Dataset entries:
_ _ _ _ _

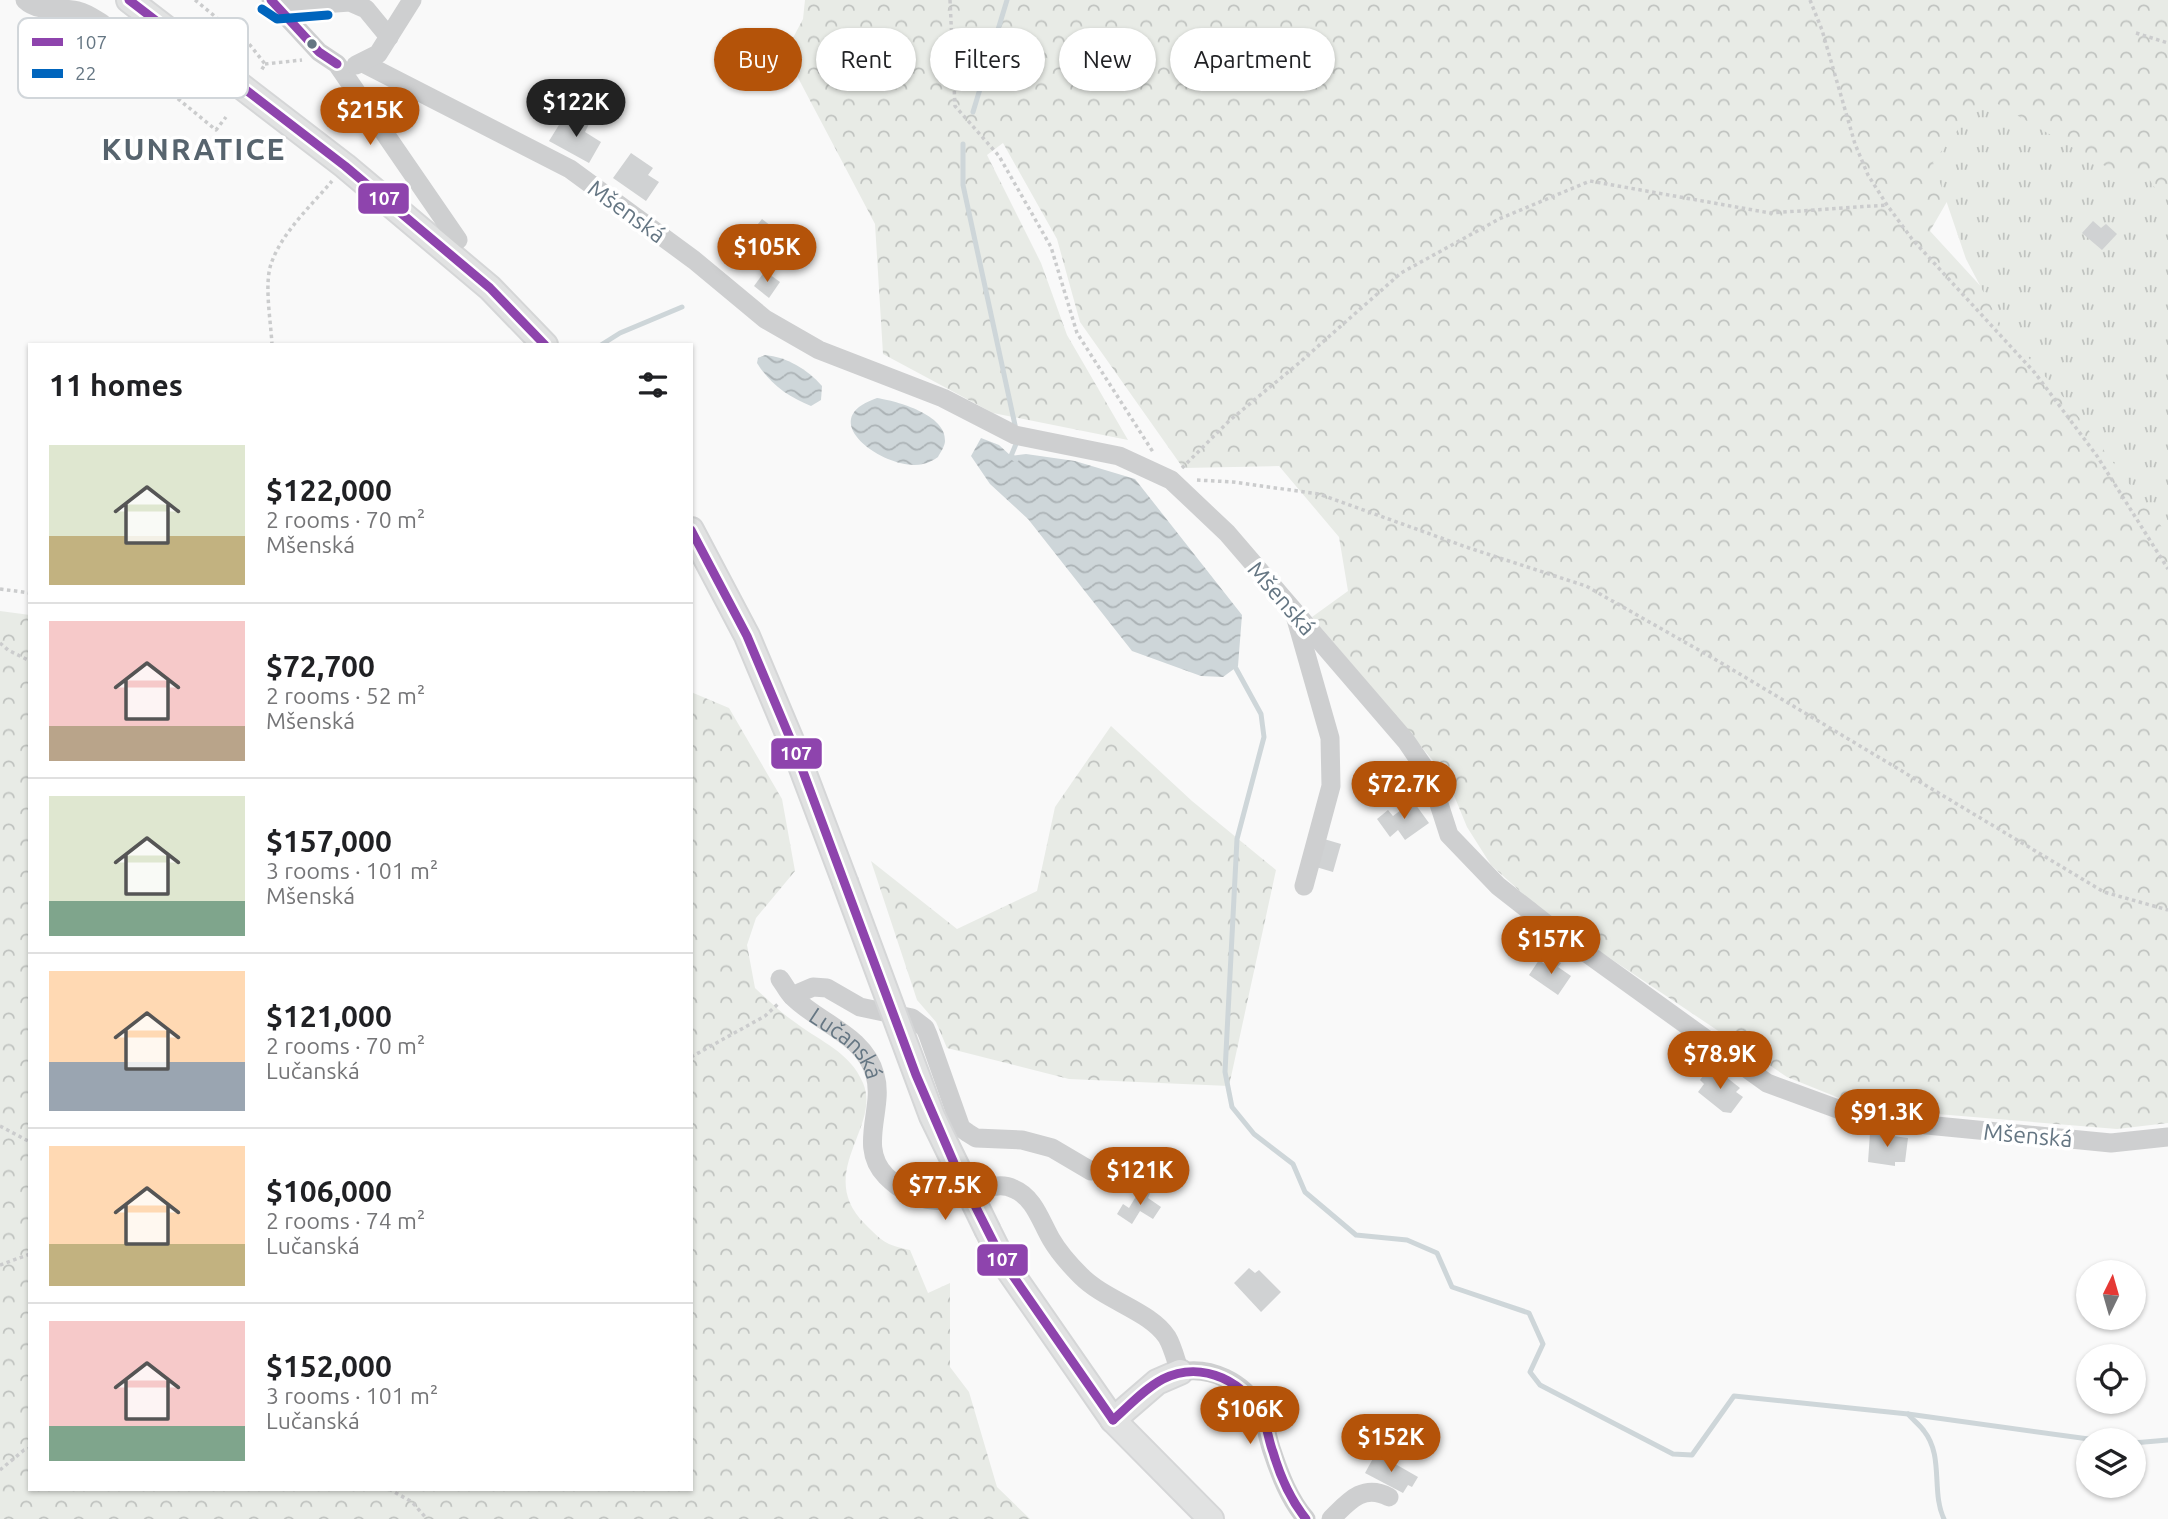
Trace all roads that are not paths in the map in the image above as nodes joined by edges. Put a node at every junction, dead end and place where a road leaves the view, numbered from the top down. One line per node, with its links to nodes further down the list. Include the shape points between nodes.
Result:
1 (24, 0): 5 (street, via 44,9 82,11)
2 (129, 0): 6 (main road)
3 (412, 0): 7 (street)
4 (274, 4): 7 (street, via 350,2 366,9); 9 (street, via 319,52)
5 (93, 18)
6 (152, 18)
7 (388, 37): 8 (street, via 379,54)
8 (363, 63): 9 (street, Mšenská); 14 (street, Mšenská, via 570,169 765,319 820,350 943,398 1015,435 1119,456 1171,480 1227,533)
9 (337, 64): 11 (street)
10 (248, 91): 12 (main road, via 490,288)
11 (458, 240)
12 (543, 343)
13 (693, 534): 21 (main road, bridge, via 747,636 795,750 928,1105 957,1170 1011,1273)
14 (1294, 611): 15 (street, via 1330,737 1331,786); 18 (street, Mšenská, via 1406,741 1430,776 1449,835 1498,886 1767,1083 1865,1119 2111,1143)
15 (1304, 886)
16 (780, 979): 17 (street)
17 (792, 996): 19 (street, Lučanská, via 820,987 860,1006 912,1018 925,1028 961,1128 976,1138 1022,1140 1052,1148); 20 (street, Lučanská, via 870,1059 878,1093 871,1139 884,1174 902,1190 930,1201 944,1202 992,1186 1016,1189 1028,1198 1051,1240 1083,1278 1158,1326)
18 (2168, 1138)
19 (1091, 1171)
20 (1180, 1372): 21 (main road, via 1157,1382); 24 (street, via 1210,1372 1228,1379 1258,1407 1281,1476)
21 (1113, 1420): 23 (main road)
22 (1389, 1497): 25 (street, via 1375,1491 1361,1493)
23 (1211, 1519)
24 (1306, 1519)
25 (1331, 1519)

_ _ _ _ _

Output every record above exactly as written, but skip the pictures.

▶ Output of the exercise
Trace all roads that are not paths in the map in the image above as nodes joined by edges. Put a node at every junction, dead end and place where a road leaves the view, numbered from the top down. One line per node, with its links to nodes further down the list. Include the shape points between nodes.
Result:
1 (24, 0): 5 (street, via 44,9 82,11)
2 (129, 0): 6 (main road)
3 (412, 0): 7 (street)
4 (274, 4): 7 (street, via 350,2 366,9); 9 (street, via 319,52)
5 (93, 18)
6 (152, 18)
7 (388, 37): 8 (street, via 379,54)
8 (363, 63): 9 (street, Mšenská); 14 (street, Mšenská, via 570,169 765,319 820,350 943,398 1015,435 1119,456 1171,480 1227,533)
9 (337, 64): 11 (street)
10 (248, 91): 12 (main road, via 490,288)
11 (458, 240)
12 (543, 343)
13 (693, 534): 21 (main road, bridge, via 747,636 795,750 928,1105 957,1170 1011,1273)
14 (1294, 611): 15 (street, via 1330,737 1331,786); 18 (street, Mšenská, via 1406,741 1430,776 1449,835 1498,886 1767,1083 1865,1119 2111,1143)
15 (1304, 886)
16 (780, 979): 17 (street)
17 (792, 996): 19 (street, Lučanská, via 820,987 860,1006 912,1018 925,1028 961,1128 976,1138 1022,1140 1052,1148); 20 (street, Lučanská, via 870,1059 878,1093 871,1139 884,1174 902,1190 930,1201 944,1202 992,1186 1016,1189 1028,1198 1051,1240 1083,1278 1158,1326)
18 (2168, 1138)
19 (1091, 1171)
20 (1180, 1372): 21 (main road, via 1157,1382); 24 (street, via 1210,1372 1228,1379 1258,1407 1281,1476)
21 (1113, 1420): 23 (main road)
22 (1389, 1497): 25 (street, via 1375,1491 1361,1493)
23 (1211, 1519)
24 (1306, 1519)
25 (1331, 1519)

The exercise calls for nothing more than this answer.